- _TASK PROMPT_
Set down the entries below exactly, leaving out all images.

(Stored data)
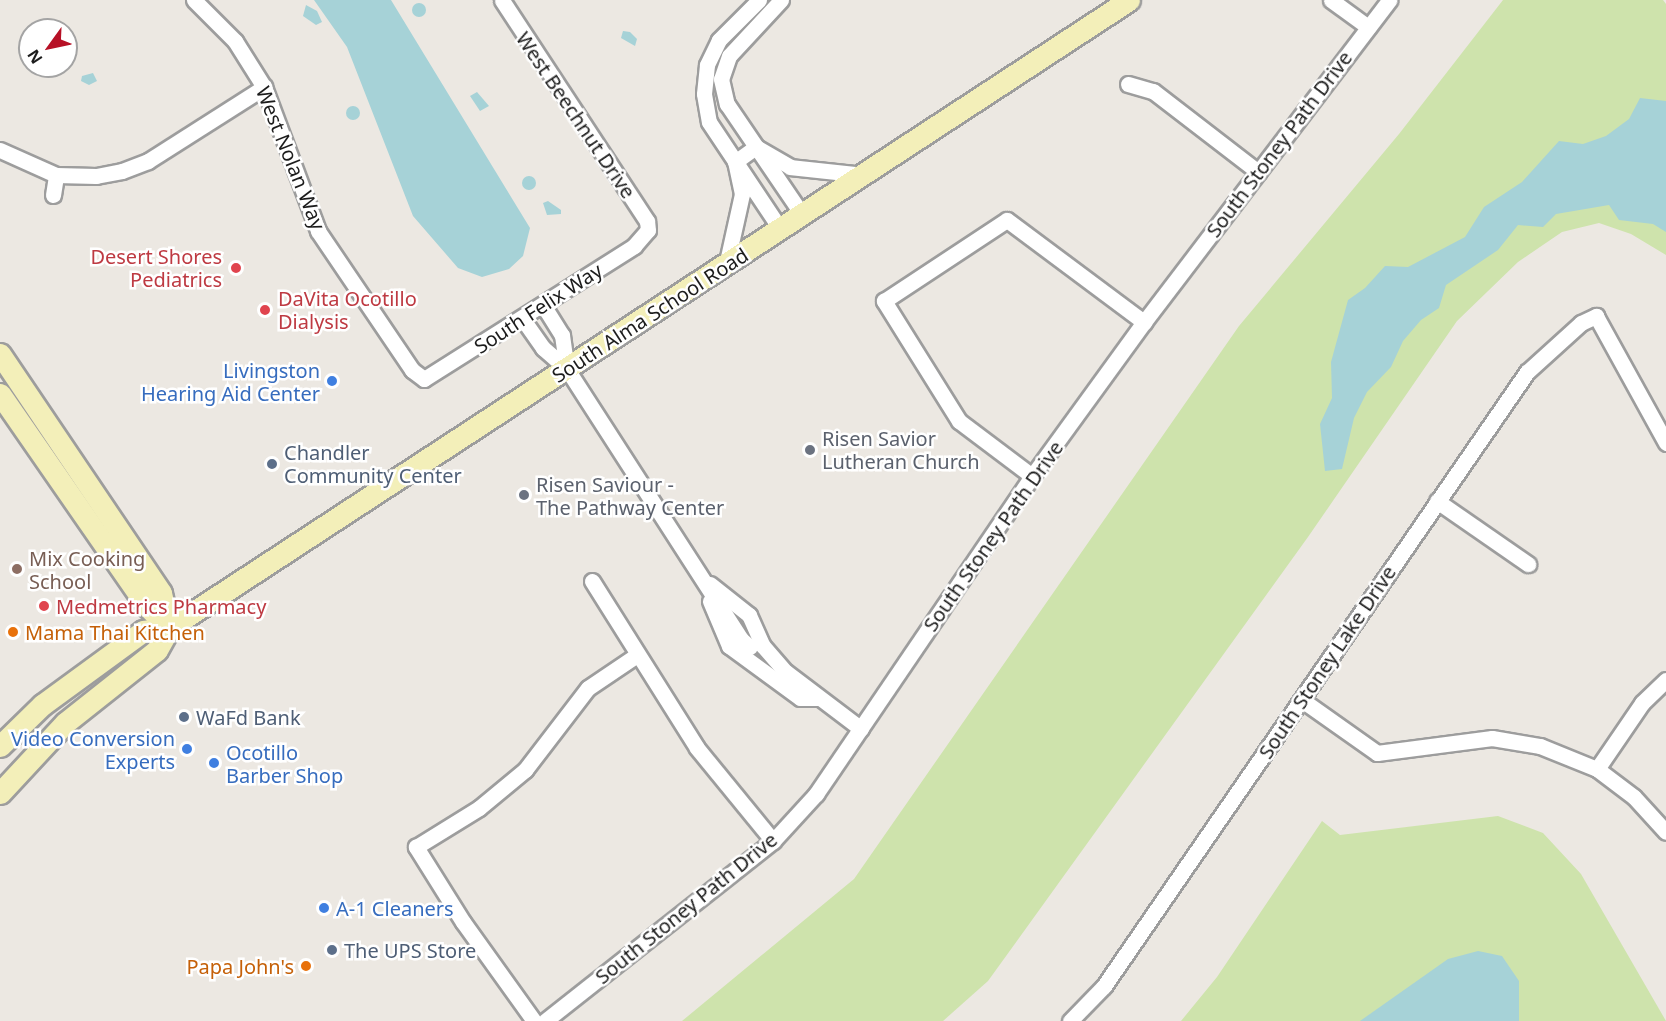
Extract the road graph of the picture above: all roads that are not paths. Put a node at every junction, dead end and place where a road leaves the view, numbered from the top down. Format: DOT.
graph roads {
  1 [pos="194,0"];
  2 [pos="502,0"];
  3 [pos="759,0"];
  4 [pos="781,0"];
  5 [pos="1129,0"];
  6 [pos="1331,0"];
  7 [pos="1389,0"];
  8 [pos="1368,27"];
  9 [pos="1128,84"];
  10 [pos="264,87"];
  11 [pos="726,98"];
  12 [pos="706,105"];
  13 [pos="756,147"];
  14 [pos="0,150"];
  15 [pos="735,162"];
  16 [pos="1258,171"];
  17 [pos="57,175"];
  18 [pos="864,175"];
  19 [pos="53,195"];
  20 [pos="802,216"];
  21 [pos="648,230"];
  22 [pos="781,230"];
  23 [pos="726,266"];
  24 [pos="543,305"];
  25 [pos="522,318"];
  26 [pos="1144,322"];
  27 [pos="0,354"];
  28 [pos="567,369"];
  29 [pos="424,379"];
  30 [pos="0,394"];
  31 [pos="1666,443"];
  32 [pos="1032,476"];
  33 [pos="1437,501"];
  34 [pos="1528,564"];
  35 [pos="592,581"];
  36 [pos="169,628"];
  37 [pos="752,648"];
  38 [pos="636,655"];
  39 [pos="1666,680"];
  40 [pos="818,699"];
  41 [pos="1302,700"];
  42 [pos="861,729"];
  43 [pos="0,746"];
  44 [pos="1597,769"];
  45 [pos="0,794"];
  46 [pos="1666,832"];
  47 [pos="773,841"];
  48 [pos="534,1021"];
  49 [pos="545,1021"];
  50 [pos="1070,1021"];
  1 -- 10 [label="street, West Nolan Way"];
  2 -- 21 [label="street, West Beechnut Drive"];
  3 -- 12 [label="street"];
  4 -- 11 [label="street"];
  5 -- 18 [label="main road, South Alma School Road"];
  6 -- 8 [label="street"];
  7 -- 8 [label="street, South Stoney Path Drive"];
  8 -- 16 [label="street, South Stoney Path Drive"];
  9 -- 16 [label="street"];
  10 -- 17 [label="street"];
  10 -- 29 [label="street, West Nolan Way"];
  11 -- 12 [label="street"];
  11 -- 13 [label="street"];
  12 -- 15 [label="street"];
  13 -- 15 [label="street"];
  13 -- 18 [label="street"];
  13 -- 20 [label="street"];
  14 -- 17 [label="street"];
  15 -- 22 [label="street"];
  15 -- 23 [label="street"];
  16 -- 26 [label="street, South Stoney Path Drive"];
  17 -- 19 [label="street"];
  18 -- 20 [label="main road, South Alma School Road"];
  20 -- 22 [label="main road, South Alma School Road"];
  21 -- 24 [label="street, South Felix Way"];
  22 -- 23 [label="main road, South Alma School Road"];
  23 -- 28 [label="main road, South Alma School Road"];
  24 -- 25 [label="street, South Felix Way"];
  24 -- 28 [label="street"];
  25 -- 28 [label="street"];
  25 -- 29 [label="street, South Felix Way"];
  26 -- 32 [label="street, South Stoney Path Drive"];
  26 -- 32 [label="street"];
  27 -- 36 [label="main road"];
  28 -- 36 [label="main road, South Alma School Road"];
  28 -- 37 [label="street"];
  30 -- 36 [label="main road"];
  31 -- 33 [label="street, South Stoney Lake Drive"];
  32 -- 42 [label="street, South Stoney Path Drive"];
  33 -- 34 [label="street"];
  33 -- 41 [label="street, South Stoney Lake Drive"];
  35 -- 38 [label="street"];
  36 -- 43 [label="main road, South Alma School Road"];
  36 -- 45 [label="main road, South Alma School Road"];
  37 -- 40 [label="street"];
  37 -- 40 [label="street"];
  38 -- 47 [label="street"];
  38 -- 48 [label="street"];
  39 -- 44 [label="street"];
  40 -- 42 [label="street"];
  41 -- 44 [label="street"];
  41 -- 50 [label="street, South Stoney Lake Drive"];
  42 -- 47 [label="street, South Stoney Path Drive"];
  44 -- 46 [label="street"];
  47 -- 49 [label="street, South Stoney Path Drive"];
}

- _TASK RESPONSE_
Extract the road graph of the picture above: all roads that are not paths. Put a node at every junction, dead end and place where a road leaves the view, numbered from the top down. Format: DOT.
graph roads {
  1 [pos="194,0"];
  2 [pos="502,0"];
  3 [pos="759,0"];
  4 [pos="781,0"];
  5 [pos="1129,0"];
  6 [pos="1331,0"];
  7 [pos="1389,0"];
  8 [pos="1368,27"];
  9 [pos="1128,84"];
  10 [pos="264,87"];
  11 [pos="726,98"];
  12 [pos="706,105"];
  13 [pos="756,147"];
  14 [pos="0,150"];
  15 [pos="735,162"];
  16 [pos="1258,171"];
  17 [pos="57,175"];
  18 [pos="864,175"];
  19 [pos="53,195"];
  20 [pos="802,216"];
  21 [pos="648,230"];
  22 [pos="781,230"];
  23 [pos="726,266"];
  24 [pos="543,305"];
  25 [pos="522,318"];
  26 [pos="1144,322"];
  27 [pos="0,354"];
  28 [pos="567,369"];
  29 [pos="424,379"];
  30 [pos="0,394"];
  31 [pos="1666,443"];
  32 [pos="1032,476"];
  33 [pos="1437,501"];
  34 [pos="1528,564"];
  35 [pos="592,581"];
  36 [pos="169,628"];
  37 [pos="752,648"];
  38 [pos="636,655"];
  39 [pos="1666,680"];
  40 [pos="818,699"];
  41 [pos="1302,700"];
  42 [pos="861,729"];
  43 [pos="0,746"];
  44 [pos="1597,769"];
  45 [pos="0,794"];
  46 [pos="1666,832"];
  47 [pos="773,841"];
  48 [pos="534,1021"];
  49 [pos="545,1021"];
  50 [pos="1070,1021"];
  1 -- 10 [label="street, West Nolan Way"];
  2 -- 21 [label="street, West Beechnut Drive"];
  3 -- 12 [label="street"];
  4 -- 11 [label="street"];
  5 -- 18 [label="main road, South Alma School Road"];
  6 -- 8 [label="street"];
  7 -- 8 [label="street, South Stoney Path Drive"];
  8 -- 16 [label="street, South Stoney Path Drive"];
  9 -- 16 [label="street"];
  10 -- 17 [label="street"];
  10 -- 29 [label="street, West Nolan Way"];
  11 -- 12 [label="street"];
  11 -- 13 [label="street"];
  12 -- 15 [label="street"];
  13 -- 15 [label="street"];
  13 -- 18 [label="street"];
  13 -- 20 [label="street"];
  14 -- 17 [label="street"];
  15 -- 22 [label="street"];
  15 -- 23 [label="street"];
  16 -- 26 [label="street, South Stoney Path Drive"];
  17 -- 19 [label="street"];
  18 -- 20 [label="main road, South Alma School Road"];
  20 -- 22 [label="main road, South Alma School Road"];
  21 -- 24 [label="street, South Felix Way"];
  22 -- 23 [label="main road, South Alma School Road"];
  23 -- 28 [label="main road, South Alma School Road"];
  24 -- 25 [label="street, South Felix Way"];
  24 -- 28 [label="street"];
  25 -- 28 [label="street"];
  25 -- 29 [label="street, South Felix Way"];
  26 -- 32 [label="street, South Stoney Path Drive"];
  26 -- 32 [label="street"];
  27 -- 36 [label="main road"];
  28 -- 36 [label="main road, South Alma School Road"];
  28 -- 37 [label="street"];
  30 -- 36 [label="main road"];
  31 -- 33 [label="street, South Stoney Lake Drive"];
  32 -- 42 [label="street, South Stoney Path Drive"];
  33 -- 34 [label="street"];
  33 -- 41 [label="street, South Stoney Lake Drive"];
  35 -- 38 [label="street"];
  36 -- 43 [label="main road, South Alma School Road"];
  36 -- 45 [label="main road, South Alma School Road"];
  37 -- 40 [label="street"];
  37 -- 40 [label="street"];
  38 -- 47 [label="street"];
  38 -- 48 [label="street"];
  39 -- 44 [label="street"];
  40 -- 42 [label="street"];
  41 -- 44 [label="street"];
  41 -- 50 [label="street, South Stoney Lake Drive"];
  42 -- 47 [label="street, South Stoney Path Drive"];
  44 -- 46 [label="street"];
  47 -- 49 [label="street, South Stoney Path Drive"];
}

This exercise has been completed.